Атеизм на службе Церкви

Л.Е.Шапошников. Философия и догматическое богословие в России. СПб, СПбГУ, 1998, 128с.

По прочтении книги Л.Е. Шапошникова «Фило­софия и догматическое богословие в России», возникает множество вопросов. В ряду первых, значимых по своим смыслам будут следую­щие: что есть догмат, что такое «православная мысль», где грань меж­ду богословской наукой и богословским творчеством? Замысел авто­ра представить развернутую панораму православной мысли на протя­жении периода XVII—XX веков по-своему, конечно, обладает и ши­ротой освещения проблемы и набором необходимых сведений, за­дающих по-своему ориентир в определении и установлении исходно­го начала «эволюции догматического богословия», его этапов, и конечной цели.

Но что означает по-своему?
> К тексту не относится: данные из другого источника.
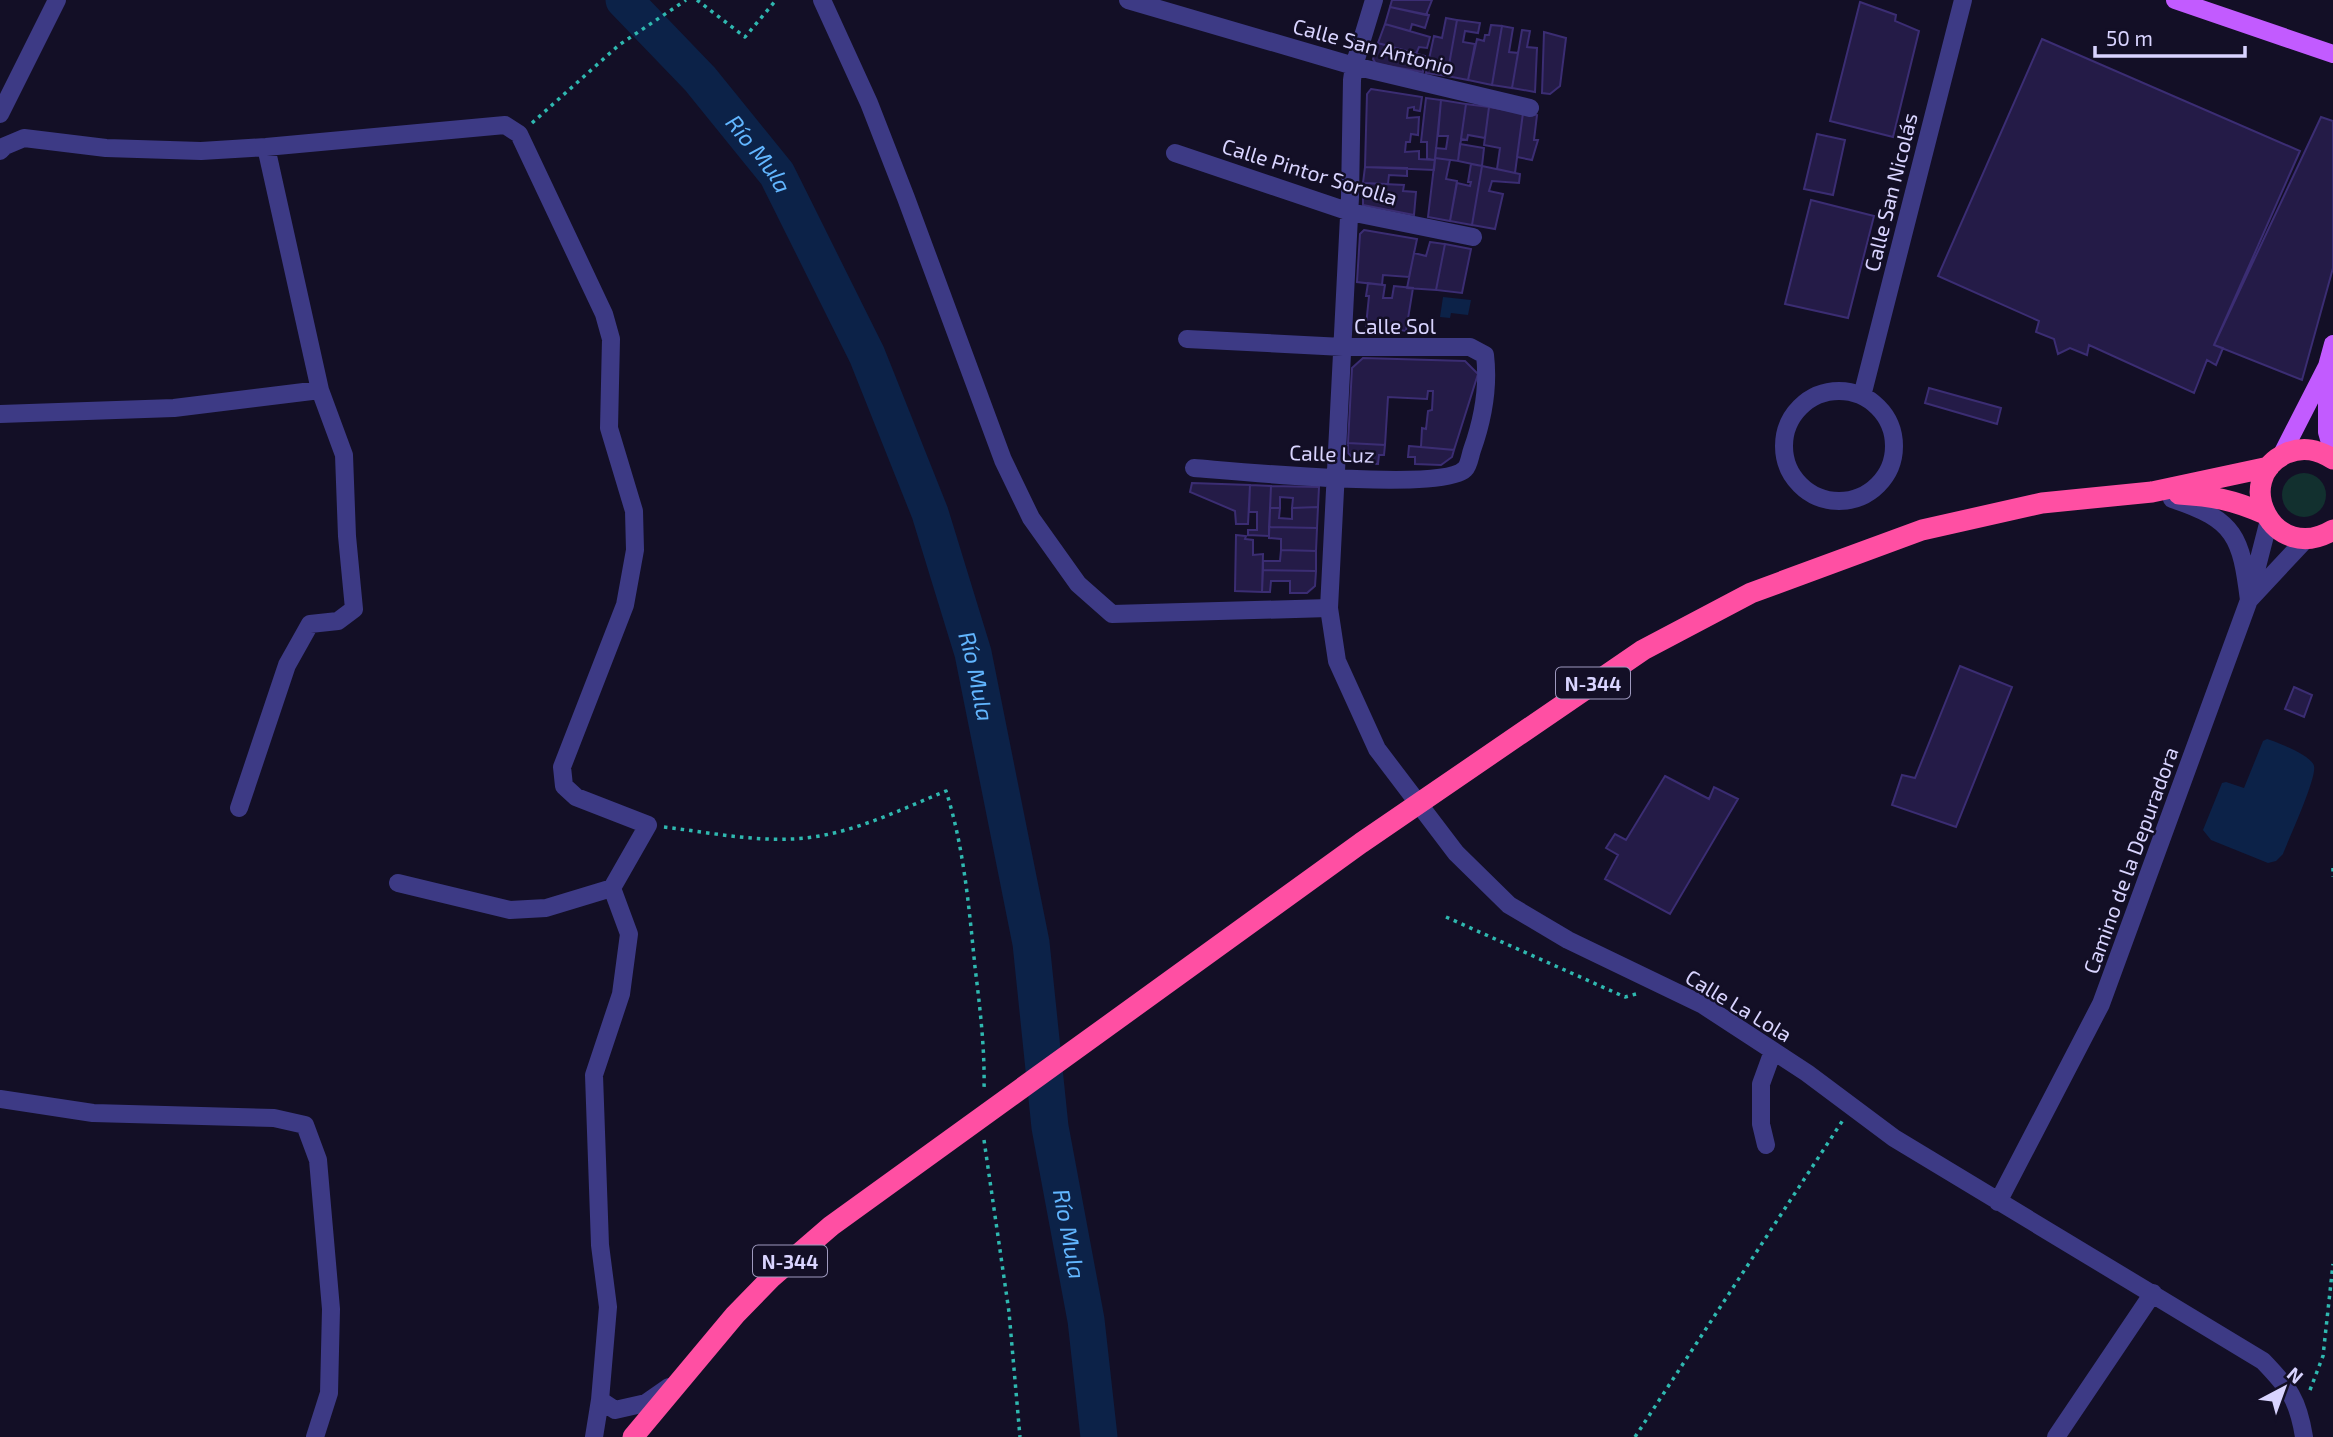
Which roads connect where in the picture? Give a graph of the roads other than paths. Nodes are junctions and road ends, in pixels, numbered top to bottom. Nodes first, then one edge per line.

Значит ли это, что мы уличаем автора в излишней субъективности, лишая его методы какой-либо объектив­ной характеристики? Скорее, наоборот. Выбранный автором метод, если можно так сказать, абсолютно объективен, т.е. отвечает установ­ленным гносеологическим нормам той «науки», которая нисколько не сомневается в достоверности своего метода (в силу отсутствия в нем подлинного субъектного начала) и уверенно подвергает своему анали­зу богословские реалии. С легкостью, на которую может быть способно только секулярное в своей основе мышление, благодаря своей онтоло­гической отрешенности и безответственности, оно делает предметом своего «научного» обозрения догмат Церкви. Такого рода «научная    мысль» содержит в себе удивительное забвение созидательной мысли, забвение тех основополагающих принципов, понимание которых по­зволяет приблизиться к видению человеческой реальности именно в христианском контексте. Чтобы не быть голословными и дать почувст­вовать этот, на самом деле, чуждый затрагиваемым богословским про­блемам, авторский взгляд, достаточно привести следующую цитату, подводящую итог всему сказанному в книге: «… догматизм не только ведет к потере традиции, но и обособляет истины веры от жизни по вере, превращая догматы в пустые абстрактные темы». Что есть догма­тизм? Согласно авторскому взгляду — это следование догмату в тео­рии, но не на практике. Церковное сознание «должно стать жизнен­ным, т.е. соединять верующего с современностью, но такая открытость не должна привести к обмирщению церкви».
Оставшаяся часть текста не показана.